The prospective registration algorithm implemented in this study was the same algorithm utilized by Hancu et al. 13 It is optimized for magnetic resonance spectroscopy studies with a mutual information metric, a rigid body transformation, and a conjugate gradient descent optimizer. Although the results from implementing this prospective registration technique are just as accurate as the results from the current post-scan manual registration technique, the algorithm may produce better results if optimized for musculoskeletal imaging. Since the registration is intra-modality, an intensity-based metric such as a cross-correlation metric,24 a least squares metric,28 or a voxel-intensity-based method27 may be more appropriate. Additionally, musculoskeletal images contain joints surrounded by soft tissue that deform depending on the subject position. This deformable soft tissue makes rigid registration more challenging for musculoskeletal images compared to brain images. The registration can be improved by cropping the image so that the entropy is only calculated in a region with minimal soft tissue. This would minimize the effects of the non-rigid movement of the soft tissue on the registration algorithm.

Automatic retrospective registration, registration after the images have been acquired, may be an alternative to prospective registration. However, prospective registration requires no interpolation of the data, which is required in automatic retrospective registration. All interpolation methods smooth images to some degree and images with sharp-edge details, such as high-resolution trabecular bone images, are much more effected.18 Prospective registration also ensures that the correct region is being acquired at scan time. Retrospective registration will fail if there is a large difference in the regions scanned and therefore little overlap between the baseline and follow-up images.

Prospective registration may have a bigger impact on hip images since the reproducible positioning of the subjects is not as easy as when imaging the tibia. Carpenter et al. 5 performed a study investigating the reproducibility of bone structure parameters in the proximal femur. They suggested that the high coefficients of variation, ranging from 6.5% to 13.5% may be partially due to patient repositioning.
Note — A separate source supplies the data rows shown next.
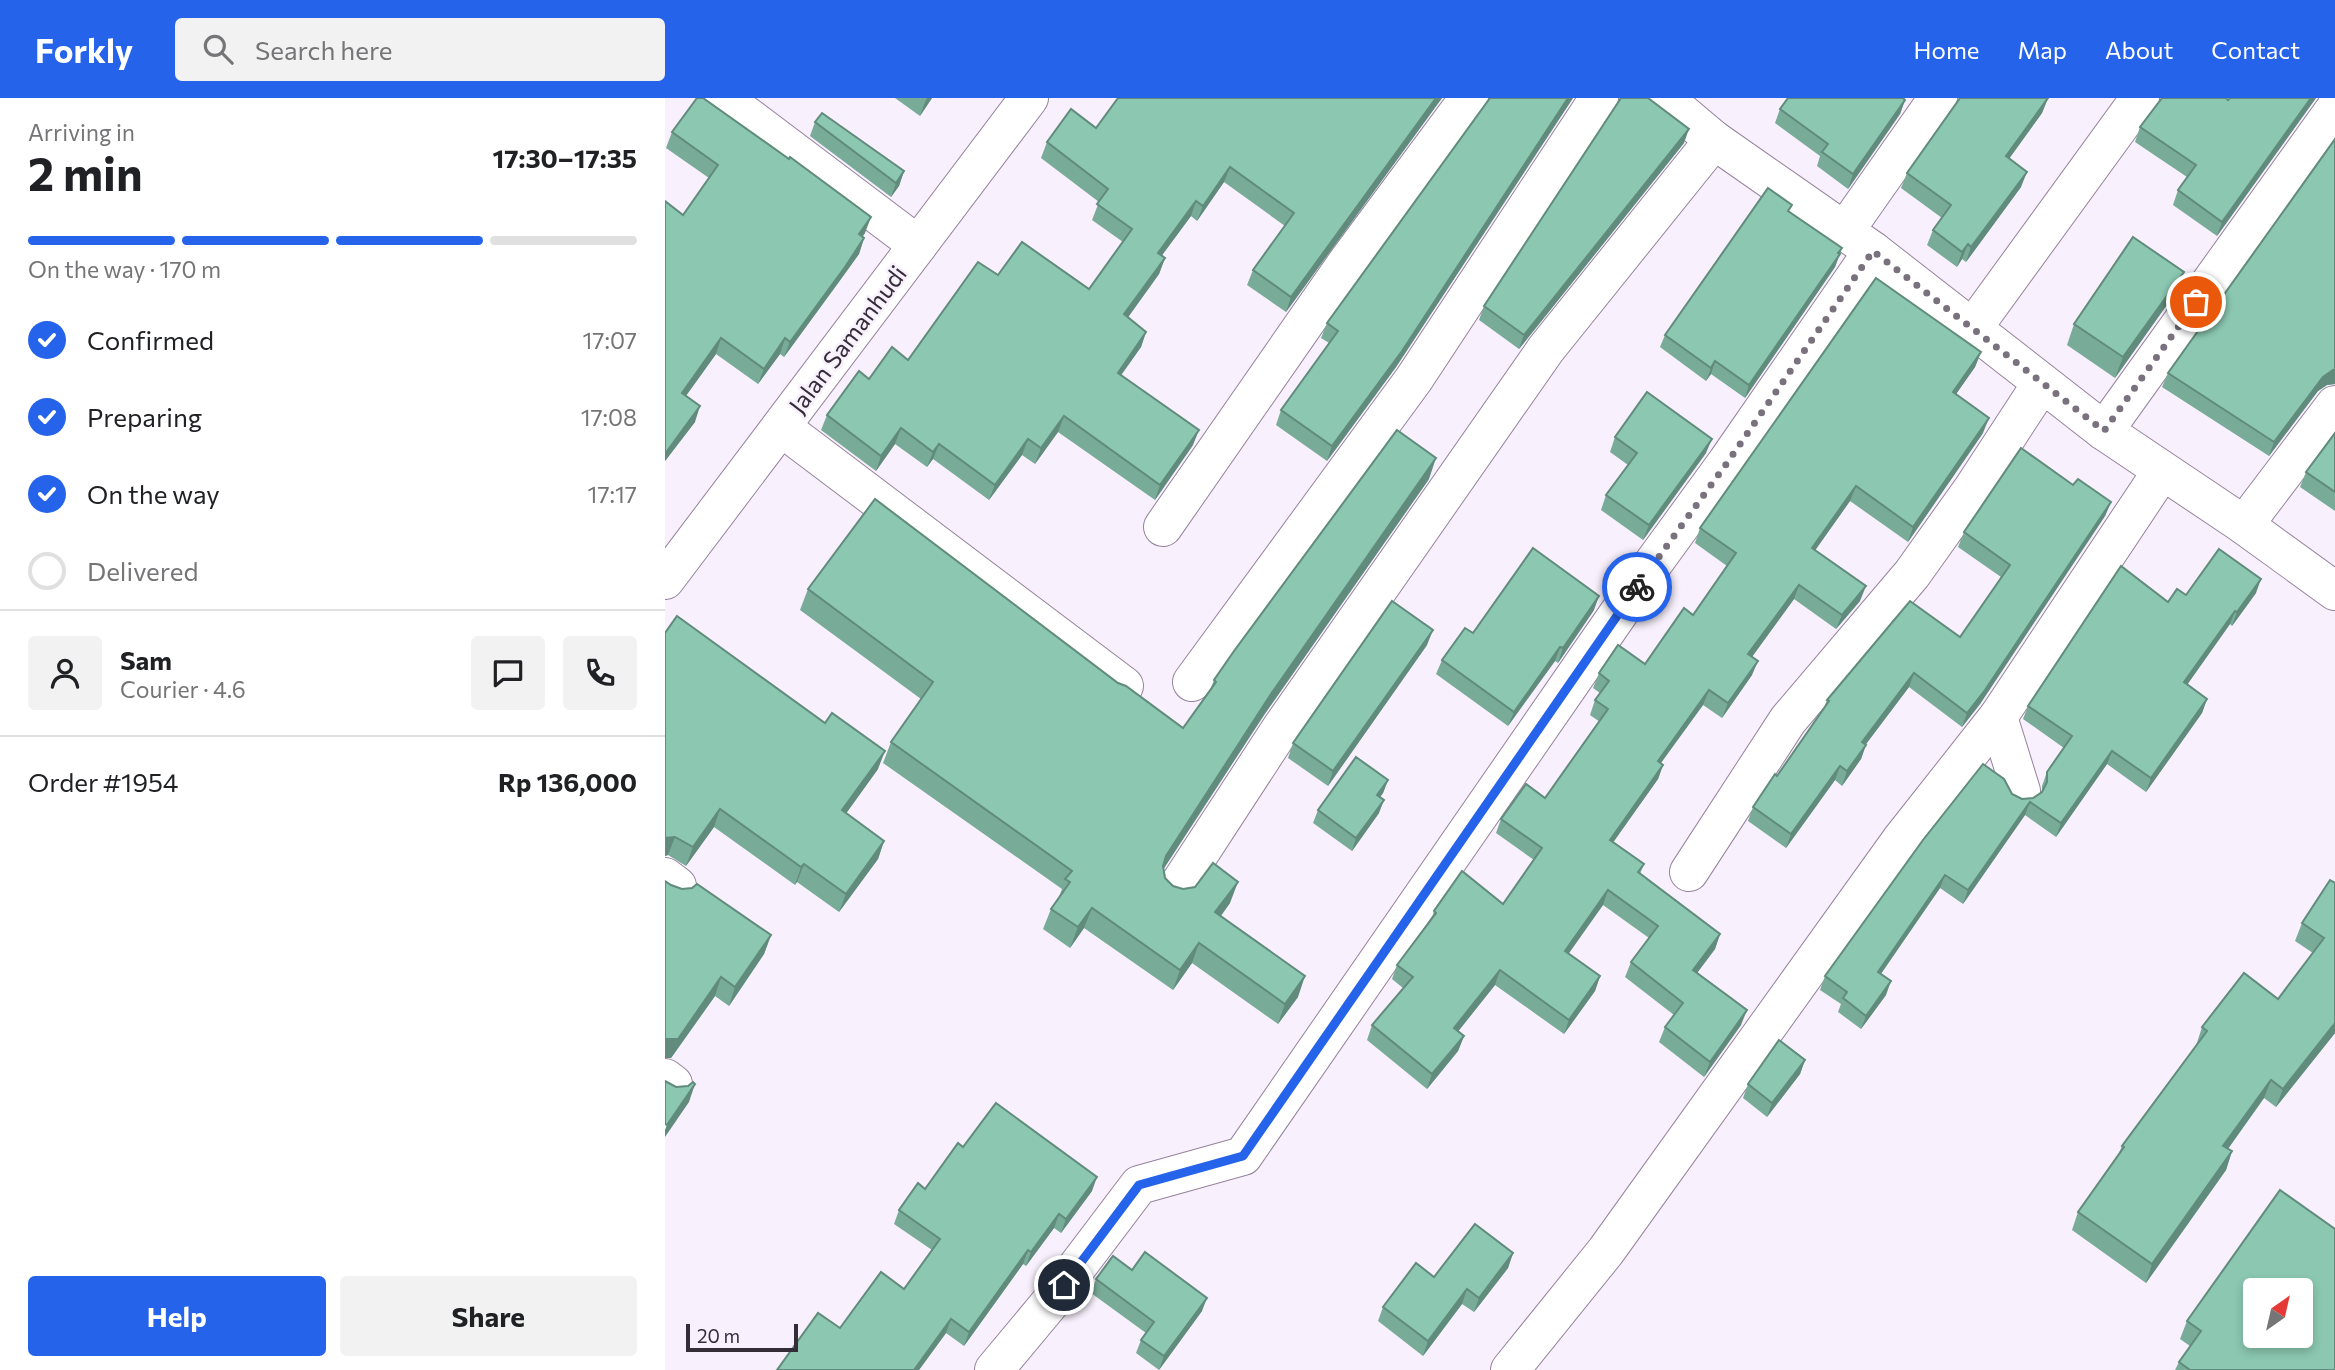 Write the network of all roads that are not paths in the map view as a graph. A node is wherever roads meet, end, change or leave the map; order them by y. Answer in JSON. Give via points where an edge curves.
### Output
{"nodes":[{"id":1,"x":723,"y":98,"type":"edge"},
{"id":2,"x":1029,"y":98,"type":"edge"},
{"id":3,"x":1469,"y":98,"type":"edge"},
{"id":4,"x":1598,"y":98,"type":"edge"},
{"id":5,"x":1664,"y":98,"type":"edge"},
{"id":6,"x":1938,"y":98,"type":"edge"},
{"id":7,"x":2140,"y":98,"type":"edge"},
{"id":8,"x":2335,"y":109,"type":"edge"},
{"id":9,"x":1714,"y":140,"type":"junction"},
{"id":10,"x":1859,"y":242,"type":"junction"},
{"id":11,"x":918,"y":245,"type":"junction"},
{"id":12,"x":1972,"y":329,"type":"junction"},
{"id":13,"x":2042,"y":383,"type":"junction"},
{"id":14,"x":2335,"y":405,"type":"edge"},
{"id":15,"x":781,"y":426,"type":"junction"},
{"id":16,"x":2104,"y":431,"type":"junction"},
{"id":17,"x":2162,"y":471,"type":"junction"},
{"id":18,"x":2244,"y":525,"type":"junction"},
{"id":19,"x":1163,"y":527,"type":"dead end"},
{"id":20,"x":665,"y":580,"type":"edge"},
{"id":21,"x":2335,"y":591,"type":"edge"},
{"id":22,"x":1192,"y":682,"type":"dead end"},
{"id":23,"x":1124,"y":686,"type":"edge"},
{"id":24,"x":1998,"y":718,"type":"junction"},
{"id":25,"x":2021,"y":791,"type":"dead end"},
{"id":26,"x":1689,"y":872,"type":"dead end"},
{"id":27,"x":1177,"y":888,"type":"edge"},
{"id":28,"x":994,"y":1370,"type":"edge"},
{"id":29,"x":1510,"y":1370,"type":"edge"}],
"edges":[{"from":1,"to":11,"type":"street"},
{"from":2,"to":11,"type":"street","name":"Jalan Samanhudi"},
{"from":3,"to":19,"type":"street","via":[[1348,261]]},
{"from":4,"to":22,"type":"street","via":[[1414,379]]},
{"from":5,"to":9,"type":"street"},
{"from":6,"to":10,"type":"street"},
{"from":7,"to":12,"type":"street"},
{"from":8,"to":16,"type":"street"},
{"from":9,"to":10,"type":"street"},
{"from":9,"to":27,"type":"street","via":[[1546,349],[1282,727]]},
{"from":10,"to":12,"type":"street"},
{"from":10,"to":28,"type":"street","via":[[1727,463],[1243,1156],[1139,1185]]},
{"from":11,"to":15,"type":"street","name":"Jalan Samanhudi"},
{"from":12,"to":13,"type":"street"},
{"from":13,"to":16,"type":"street"},
{"from":13,"to":26,"type":"street","via":[[1912,574],[1788,720]]},
{"from":14,"to":18,"type":"street"},
{"from":15,"to":20,"type":"street","name":"Jalan Samanhudi"},
{"from":15,"to":23,"type":"street"},
{"from":16,"to":17,"type":"street"},
{"from":17,"to":18,"type":"street"},
{"from":17,"to":24,"type":"street"},
{"from":18,"to":21,"type":"street"},
{"from":24,"to":25,"type":"street"},
{"from":24,"to":29,"type":"street","via":[[1901,839],[1606,1251]]}]} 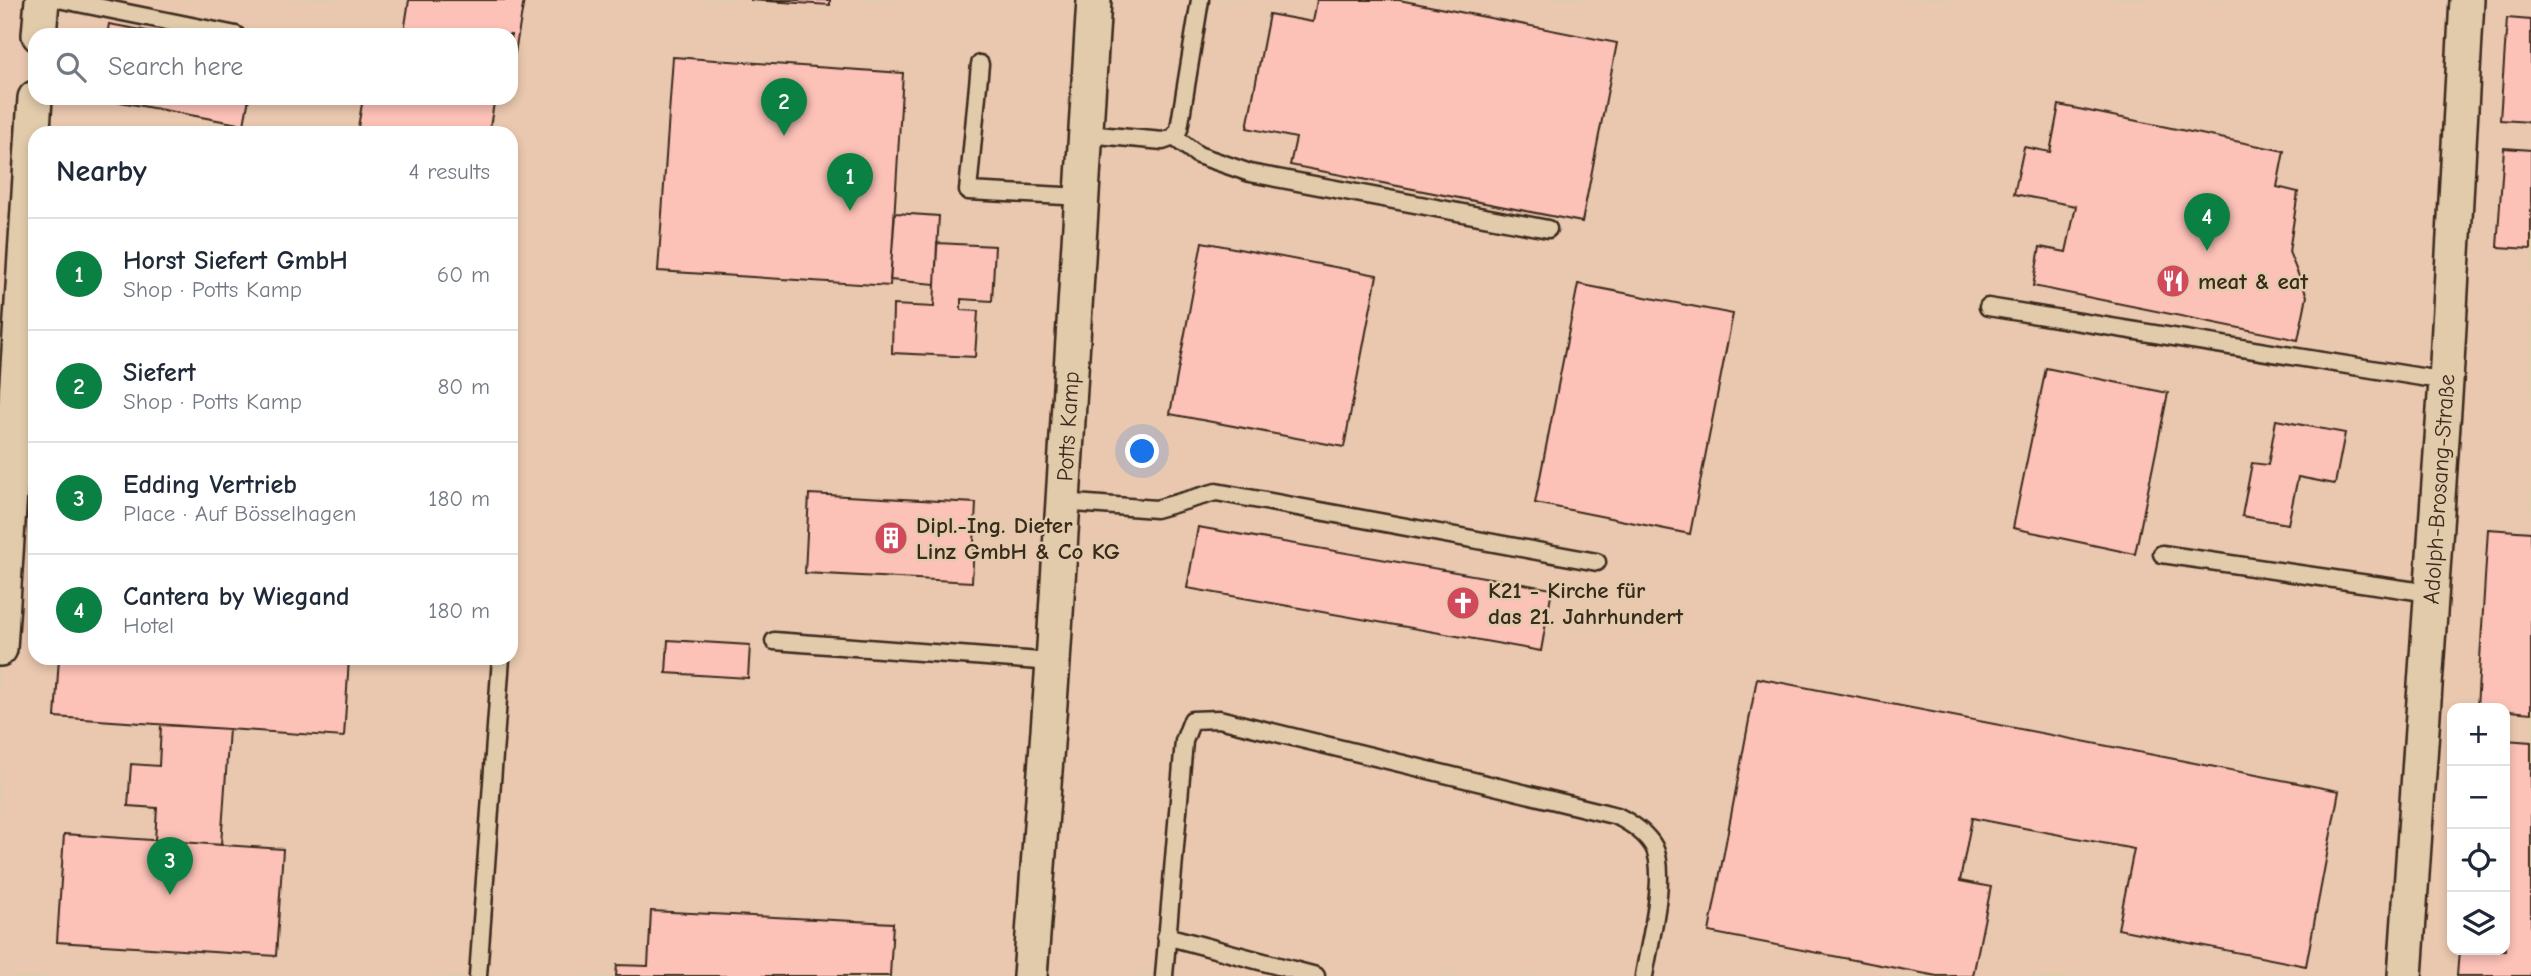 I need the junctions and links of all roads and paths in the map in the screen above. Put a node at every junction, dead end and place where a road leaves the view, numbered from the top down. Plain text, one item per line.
1 (42, 0) edge
2 (63, 0) edge
3 (1094, 0) edge
4 (1200, 0) edge
5 (2467, 0) edge
6 (40, 28) edge
7 (201, 28) edge
8 (980, 64) dead end
9 (34, 105) edge
10 (33, 126) edge
11 (1086, 134) junction
12 (1174, 137) junction
13 (28, 192) edge
14 (1083, 197) junction
15 (1548, 229) dead end
16 (1988, 307) dead end
17 (2446, 381) junction
18 (1061, 502) junction
19 (4, 515) edge
20 (2162, 554) dead end
21 (1597, 562) dead end
22 (2430, 593) junction
23 (774, 641) dead end
24 (0, 649) edge
25 (1054, 662) junction
26 (500, 665) edge
27 (1166, 936) junction
28 (478, 976) edge
29 (1030, 976) edge
30 (1164, 976) edge
31 (1316, 976) edge
32 (1644, 976) edge
33 (2405, 976) edge

1 - 6 street
2 - 7 lane
3 - 11 street, Potts Kamp
4 - 12 lane
5 - 17 street, Adolph-Brosang-Straße
8 - 14 lane
9 - 10 street
11 - 12 lane
11 - 14 street, Potts Kamp
12 - 15 lane
13 - 19 street
14 - 18 street, Potts Kamp
16 - 17 lane
17 - 22 street, Adolph-Brosang-Straße
18 - 21 lane
18 - 25 street, Potts Kamp
19 - 24 street
20 - 22 lane
22 - 33 street, Adolph-Brosang-Straße
23 - 25 lane
25 - 29 street, Potts Kamp
26 - 28 lane
27 - 30 lane
27 - 31 lane
27 - 32 lane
Additionally, the images of the proximal femur were acquired with a slice thickness of 1mm, double the slice thickness in this study, which may contribute to additional partial volume effects. More experiments need to be conducted to investigate if prospective registration can minimize partial volume and patient repositioning effects when imaging the proximal femur.

This study proves that it is possible to implement prospective registration to a musculoskeletal application. Prospective registration ensures that the same region is analyzed in both the baseline and follow-up images, saves post-processing time, preserves the reproducibility of the trabecular bone parameters, and requires no interpolation. The results suggest that it may be robust enough to be used in different musculoskeletal imaging applications including the hip.